Планета мистера Сэммлера | Страница: 57

  • Georgia
  • Verdana
  • Tahoma
  • Symbol
  • Arial
16
px

— Прошу прощения, но я не могу уловить смысла ваших слов, — сказал Лал.

— Я постараюсь высказаться понятнее. Вся беда в том, что я слишком часто разговариваю сам с собой. Но в Книге Иова есть жалоба на то, что Бог требует от нас слишком многого. Иов протестует против того, что он невыносимо возвеличен: «Что такое человек, что Ты столько ценишь его и обращаешь на него внимание Твое? Посещаешь его каждое утро, каждое мгновение испытываешь его? Доколе же Ты не оставишь, не отойдешь от меня, доколе не дашь мне проглотить слюну мою?» И добавляет: «Ибо вот я лягу в прахе; завтра поищешь меня, а меня нет». Слишком большая требовательность к человеческой совести и к человеческим возможностям истощает меру человеческого терпения. Я говорю не только о требованиях морали, но и о способности воображения представить человеческую личность соответствующего масштаба.
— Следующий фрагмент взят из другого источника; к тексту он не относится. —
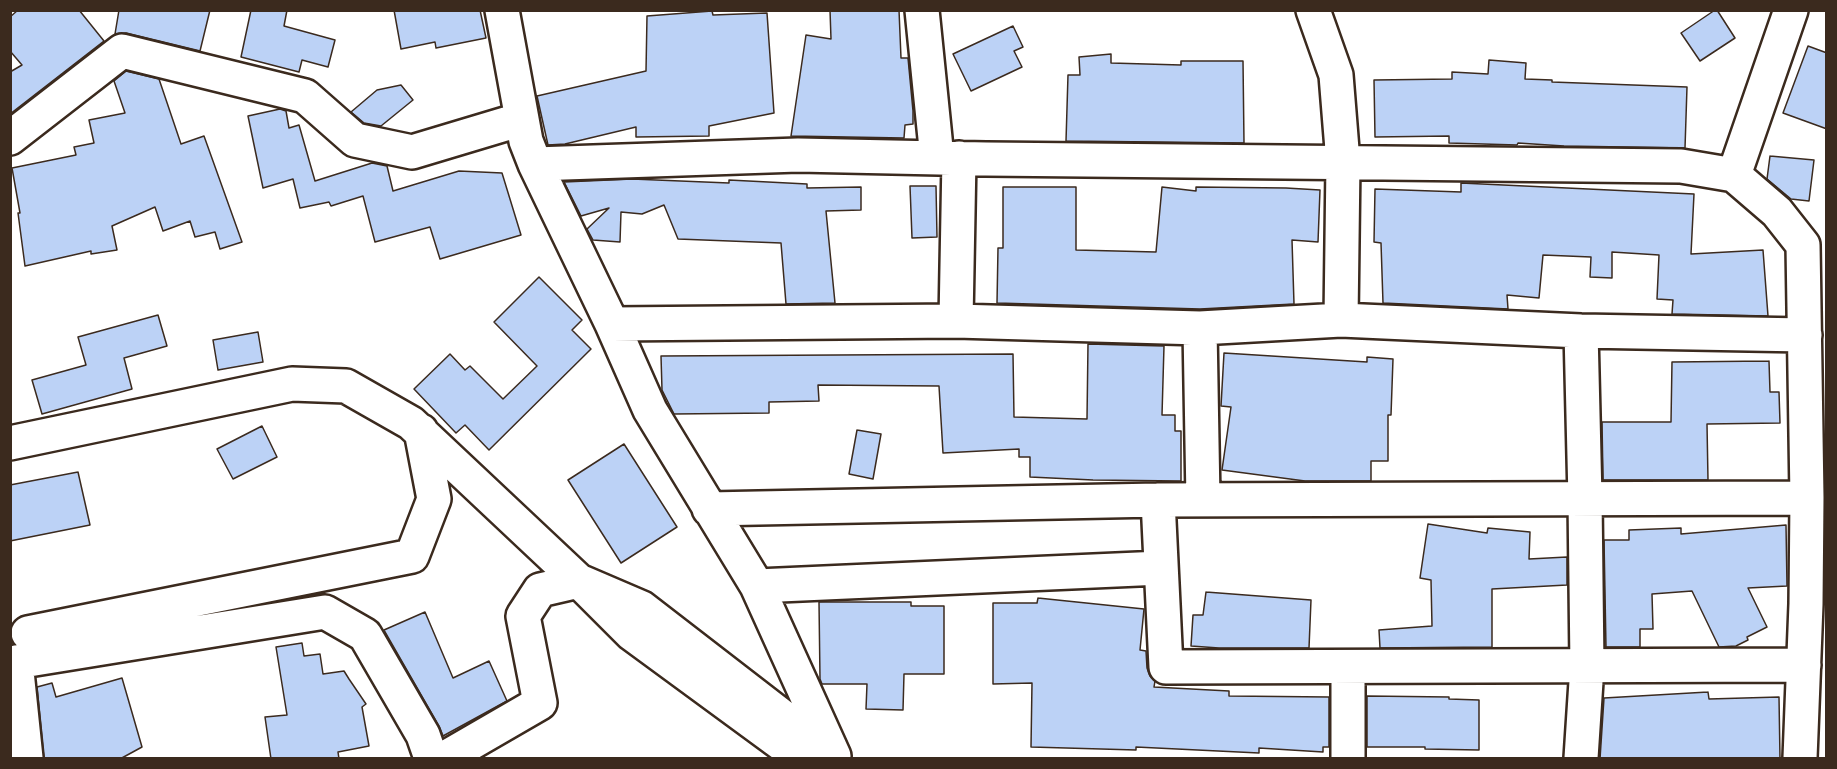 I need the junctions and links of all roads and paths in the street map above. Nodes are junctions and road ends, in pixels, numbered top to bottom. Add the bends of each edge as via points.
1 (502, 10) edge
2 (922, 10) edge
3 (1313, 10) edge
4 (1791, 10) edge
5 (522, 119) junction
6 (10, 138) edge
7 (948, 158) junction
8 (1343, 162) junction
9 (535, 164) junction
10 (1734, 175) junction
11 (1341, 320) junction
12 (956, 321) junction
13 (612, 324) junction
14 (1200, 328) junction
15 (1581, 331) junction
16 (1805, 335) junction
17 (421, 431) junction
18 (10, 442) edge
19 (1807, 498) junction
20 (1586, 499) junction
21 (1158, 500) junction
22 (1203, 500) junction
23 (709, 509) junction
24 (1161, 568) junction
25 (579, 581) junction
26 (757, 586) junction
27 (28, 633) dead end
28 (13, 663) edge
29 (1587, 666) junction
30 (1804, 666) junction
31 (1348, 667) junction
32 (836, 757) edge
33 (26, 759) edge
34 (431, 759) edge
35 (445, 759) edge
36 (801, 759) edge
37 (1348, 759) edge
38 (1581, 759) edge
39 (1800, 759) edge

1 - 5 street
2 - 7 street
3 - 8 street via 1336,75
4 - 10 street
5 - 6 street via 412,152 355,140 305,96 122,51
5 - 9 street
7 - 8 street
7 - 9 street via 798,155
7 - 12 street
8 - 10 street via 1681,166
8 - 11 street
9 - 13 street
10 - 16 street via 1777,212 1803,245
11 - 14 street
11 - 15 street
12 - 13 street
12 - 14 street
13 - 23 street via 650,410
14 - 22 street
15 - 16 street
15 - 20 street
16 - 19 street
17 - 18 street via 346,386 292,384
17 - 25 street
17 - 27 street via 434,499 412,556
19 - 20 street
19 - 30 street
20 - 22 street
20 - 29 street
21 - 22 street
21 - 23 street
21 - 24 street
23 - 26 street
24 - 26 street
24 - 31 street via 1166,667
25 - 32 street via 642,608
25 - 35 street via 540,590 523,616 540,703
25 - 36 street via 632,634
26 - 32 street
28 - 33 street
28 - 34 street via 325,612 365,635 423,735
29 - 30 street
29 - 31 street
29 - 38 street
30 - 39 street
31 - 37 street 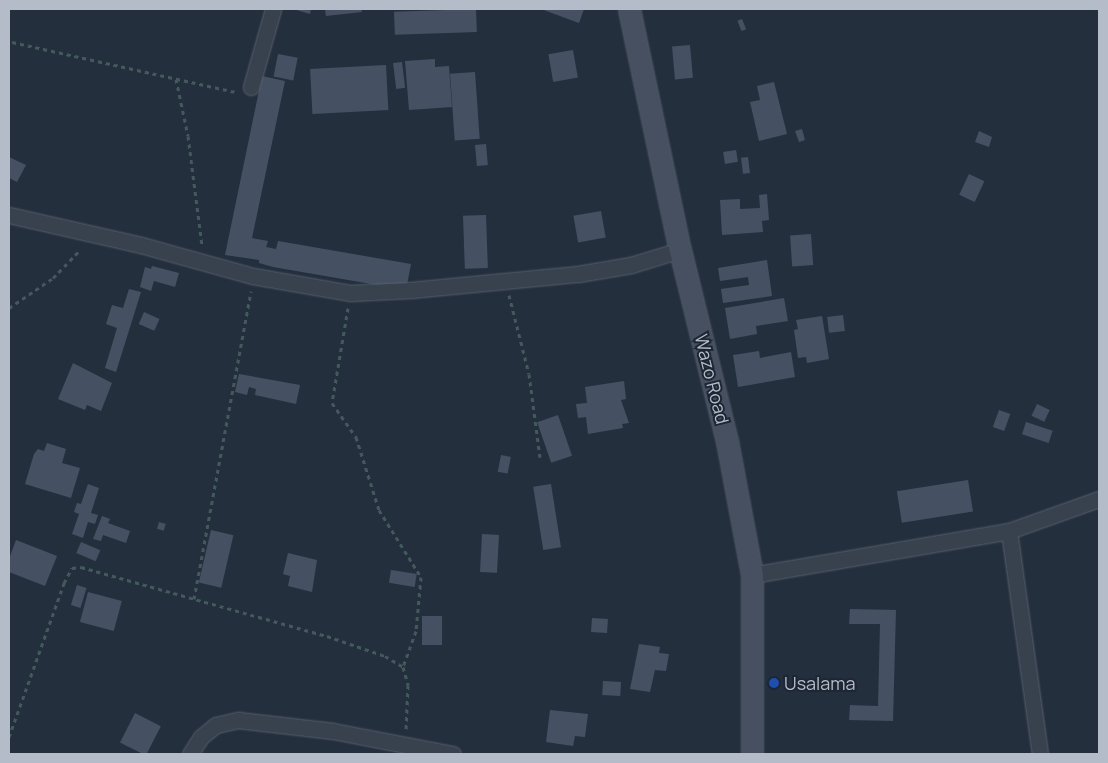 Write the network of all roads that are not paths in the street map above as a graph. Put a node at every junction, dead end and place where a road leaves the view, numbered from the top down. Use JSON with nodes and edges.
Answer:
{"nodes":[{"id":1,"x":273,"y":9,"type":"edge"},
{"id":2,"x":629,"y":9,"type":"edge"},
{"id":3,"x":252,"y":87,"type":"road end"},
{"id":4,"x":9,"y":215,"type":"edge"},
{"id":5,"x":680,"y":250,"type":"junction"},
{"id":6,"x":1099,"y":499,"type":"edge"},
{"id":7,"x":1009,"y":531,"type":"junction"},
{"id":8,"x":752,"y":576,"type":"junction"},
{"id":9,"x":190,"y":754,"type":"edge"},
{"id":10,"x":453,"y":754,"type":"edge"},
{"id":11,"x":752,"y":754,"type":"edge"},
{"id":12,"x":1040,"y":754,"type":"edge"}],
"edges":[{"from":1,"to":3,"type":"street"},
{"from":2,"to":5,"type":"main road","name":"Wazo Road"},
{"from":4,"to":5,"type":"street"},
{"from":5,"to":8,"type":"main road","name":"Wazo Road"},
{"from":6,"to":7,"type":"street"},
{"from":7,"to":8,"type":"street"},
{"from":7,"to":12,"type":"street"},
{"from":8,"to":11,"type":"main road","name":"Wazo Road"},
{"from":9,"to":10,"type":"street"}]} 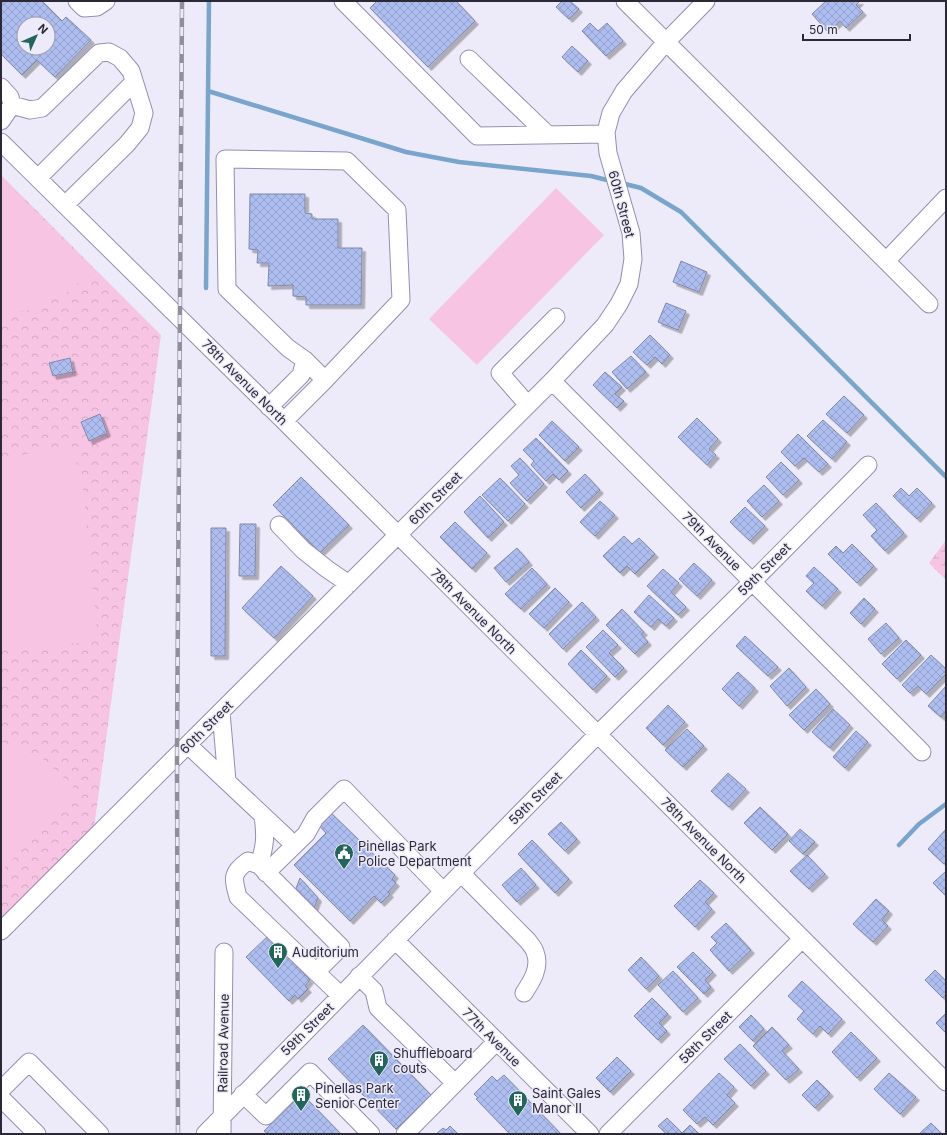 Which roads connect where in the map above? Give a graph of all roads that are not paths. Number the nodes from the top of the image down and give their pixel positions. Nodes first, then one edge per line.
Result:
1 (77, 1) edge
2 (106, 1) edge
3 (343, 1) edge
4 (625, 1) edge
5 (706, 1) edge
6 (666, 42) junction
7 (469, 59) dead end
8 (134, 82) junction
9 (1, 87) edge
10 (12, 105) junction
11 (1, 121) edge
12 (606, 134) junction
13 (548, 135) junction
14 (1, 142) edge
15 (38, 178) junction
16 (946, 198) edge
17 (65, 205) junction
18 (886, 261) junction
19 (928, 304) dead end
20 (556, 317) dead end
21 (305, 360) junction
22 (325, 380) junction
23 (552, 381) junction
24 (528, 405) junction
25 (269, 407) junction
26 (284, 421) junction
27 (868, 465) dead end
28 (279, 525) dead end
29 (398, 534) junction
30 (753, 581) junction
31 (349, 584) junction
32 (221, 712) junction
33 (598, 734) junction
34 (188, 745) junction
35 (922, 752) dead end
36 (227, 781) junction
37 (264, 816) junction
38 (287, 838) dead end
39 (263, 869) junction
40 (461, 873) junction
41 (443, 891) junction
42 (1, 931) edge
43 (802, 939) junction
44 (395, 940) junction
45 (224, 952) dead end
46 (316, 972) junction
47 (359, 976) junction
48 (524, 993) dead end
49 (340, 995) junction
50 (497, 1041) junction
51 (946, 1082) edge
52 (455, 1083) junction
53 (1, 1090) edge
54 (243, 1094) junction
55 (1, 1098) edge
56 (223, 1114) junction
57 (37, 1134) edge
58 (100, 1134) edge
59 (204, 1134) edge
60 (222, 1134) edge
61 (372, 1134) edge
62 (405, 1134) edge
63 (590, 1134) edge
64 (608, 1134) edge

1 - 2 street
3 - 13 street
4 - 6 street
5 - 6 street, 60th Street
6 - 12 street, 60th Street
6 - 18 street
7 - 13 street
8 - 10 street
8 - 15 street
8 - 17 street
9 - 10 street
10 - 11 street
12 - 13 street
12 - 23 street, 60th Street
14 - 15 street, 78th Avenue North
15 - 17 street, 78th Avenue North
16 - 18 street
17 - 25 street, 78th Avenue North
18 - 19 street
20 - 24 street
21 - 22 street
21 - 22 street
21 - 25 street
22 - 26 street
23 - 24 street, 60th Street
23 - 30 street, 79th Avenue
24 - 29 street, 60th Street
25 - 26 street, 78th Avenue North
26 - 29 street, 78th Avenue North
27 - 30 street, 59th Street
28 - 31 street
29 - 31 street, 60th Street
29 - 33 street, 78th Avenue North
30 - 33 street, 59th Street
30 - 35 street, 79th Avenue
31 - 32 street, 60th Street
32 - 34 street, 60th Street
32 - 36 street
33 - 40 street, 59th Street
33 - 43 street, 78th Avenue North
34 - 36 street
34 - 42 street, 60th Street
36 - 37 street
37 - 38 street
37 - 39 street
39 - 41 street
39 - 46 street
39 - 46 street
40 - 41 street, 59th Street
40 - 48 street
41 - 44 street, 59th Street
43 - 51 street, 78th Avenue North
43 - 64 street, 58th Street
44 - 47 street, 59th Street
44 - 50 street, 77th Avenue
45 - 56 street, Railroad Avenue
46 - 49 street
47 - 49 street, 59th Street
47 - 52 street
49 - 54 street, 59th Street
50 - 52 street
50 - 63 street, 77th Avenue
52 - 62 street
53 - 58 street
54 - 56 street, 59th Street
54 - 61 street
55 - 57 street
56 - 59 street, 59th Street
56 - 60 street, Railroad Avenue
А что есть, собственно, масштаб человеческой личности? Вот этот вопрос я имел в виду, когда говорил о восторге убийцы при виде унижения посредством пародии — при виде Румковского, царствующего среди дерьма и помоев, правящего трупами. Именно это занимает меня, когда я думаю о театральности всей этой истории. Конечно, исполнитель главной роли был обречен. Многие актеры знают чувство обреченности, только агония не так мучительна. Что же касается подданных Румковского — всей этой огромной массы приговоренных к смерти, то я полагаю, что, поскольку они голодали, то не чувствовали почти ничего. Даже мать не способна убиваться больше двух-трех дней по поводу отобранного младенца, если она при этом умирает от голода. Муки голода смягчают горе. Erst kommt das Fressen. Как видите.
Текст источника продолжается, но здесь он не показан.